Crédit : L'Art de Capter par Josiane Farand

Par Mélanie Jannard
La crise du logement, souvent niée et incomprise, touche un grand nombre de ménages québécois. C’est dans le but d’entrer en dialogue avec la population et de revendiquer l’accès pour toutes et tous à une habitation adéquate que la compagnie de création Temps publics a mis sur pied Terre promise (semi-meublée), dont la pièce de théâtre finale a été présentée lors des Journées de la culture 2021. Le projet in situ s’inscrivait parfaitement au sein du programme Étincelles, qui vise à soutenir le développement de projets culturels et citoyens.

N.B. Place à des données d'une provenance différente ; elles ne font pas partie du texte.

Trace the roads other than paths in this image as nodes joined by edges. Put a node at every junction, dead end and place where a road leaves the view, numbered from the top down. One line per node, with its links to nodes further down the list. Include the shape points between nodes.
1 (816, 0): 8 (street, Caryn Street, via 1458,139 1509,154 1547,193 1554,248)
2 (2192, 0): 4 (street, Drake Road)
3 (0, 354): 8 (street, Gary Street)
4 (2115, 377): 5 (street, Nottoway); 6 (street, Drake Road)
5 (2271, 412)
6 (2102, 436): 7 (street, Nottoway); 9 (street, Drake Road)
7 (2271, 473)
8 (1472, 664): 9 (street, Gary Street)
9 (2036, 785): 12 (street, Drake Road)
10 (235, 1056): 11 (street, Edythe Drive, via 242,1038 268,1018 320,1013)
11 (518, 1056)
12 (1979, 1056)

Dans la dernière année, le Front d’action populaire en réaménagement urbain (FRAPRU) a lancé un appel de projets de théâtre engagé visant à défendre les droits des locataires. Toute désignée pour répondre à cette demande, l’équipe de Temps publics a rencontré des comités logement à travers le Québec. Elle y a offert des ateliers de médiation, de création et d’improvisation basés sur les expériences de personnes pour qui se loger est un défi. Ces rencontres ont ouvert un espace d’écoute et de discussion riche, qui a donné lieu à la création d’une pièce de théâtre représentée lors des Journées de la culture 2021 à Montréal.
La puissance d’un espace
La démarche in situ, qui définit la création artistique à partir d’un lieu, s’est présentée d’elle-même pour Terre promise (semi-meublée). « Vu qu’on parle de crise du logement, on trouvait intéressant d’être une espèce de théâtre qui n’a pas de maison », image Geneviève Antonius-Boileau, cheffe d’orchestre du projet. Comme lieu de diffusion du spectacle final, le choix du parc Morgan, dans le quartier Mercier–Hochelaga-Maisonneuve, est loin d’avoir été laissé au hasard. C’est à cet endroit qu’étaient réunies les dernières tentes de personnes sans domicile, avant que leur campement soit démantelé.
« L’idée de se retrouver sur une terre où il y a eu une présence politique spécifiquement liée aux revendications dont on parlait, c’était porteur », mentionne la directrice. Près de la rue Notre-Dame, le collectif a installé des abris et mis en scène l’esprit de communauté et de solidarité qui avait pu s’y développer avant d’être brusquement balayé. Ces scènes théâtrales dénonçaient une réalité révoltante qui avait eu lieu à cet endroit même, quelques mois auparavant.
La responsabilité de l’art citoyen
Réussir à faire cohabiter l’art, les revendications politiques et le message social n’est pas toujours simple. Pour Geneviève Antonius-Boileau, le programme Étincelles est novateur dans ses critères de sélection de projets : « Ce qui reste au centre, c’est l’excellence artistique, mais l’excellence artistique responsable. On demande aux artistes de prendre conscience de leur tribune, de la posture dans laquelle ça les places vis-à-vis leur communauté. […] Il n’y a pas beaucoup de programmes qui font ça ».
Celle qui a porté de nombreux chapeaux pour diriger Terre promise (semi-meublée) voit son rôle au sein de l’initiative citoyenne comme la « colle » entre les divers éléments qui en ont fait le succès : entre les locataires et les comédiens ; entre les témoignages reçus et le canevas de la pièce finale. Ensuite, qu’en était-il des spectatrices et spectateurs devant qui jouer ? L’art citoyen n’atteindrait pas son objectif en parlant uniquement aux personnes qui paient pour aller au théâtre. En ce sens, rejoindre le public là où il se trouve – comme au parc Morgan – est la mission que se donne Temps public depuis sa fondation. Pour la suite du projet, c’est dans la même lignée que Geneviève Antonius-Boileau contemple l’idée d’adapter sa pièce à une foule de nouveaux lieux, allant des quartiers voisins jusqu’à la Gaspésie. « Il n’y a pas de public cible pour la crise », termine-t-elle. « Tout le monde a besoin d’habiter quelque part. »
Photos: L’Art de Capter par Josiane Farand
Sous le thème de la justice sociale, la première édition du programme Étincelles, initié par Culture pour tous, vise à faire briller les initiatives en matière de culture citoyennes du Québec.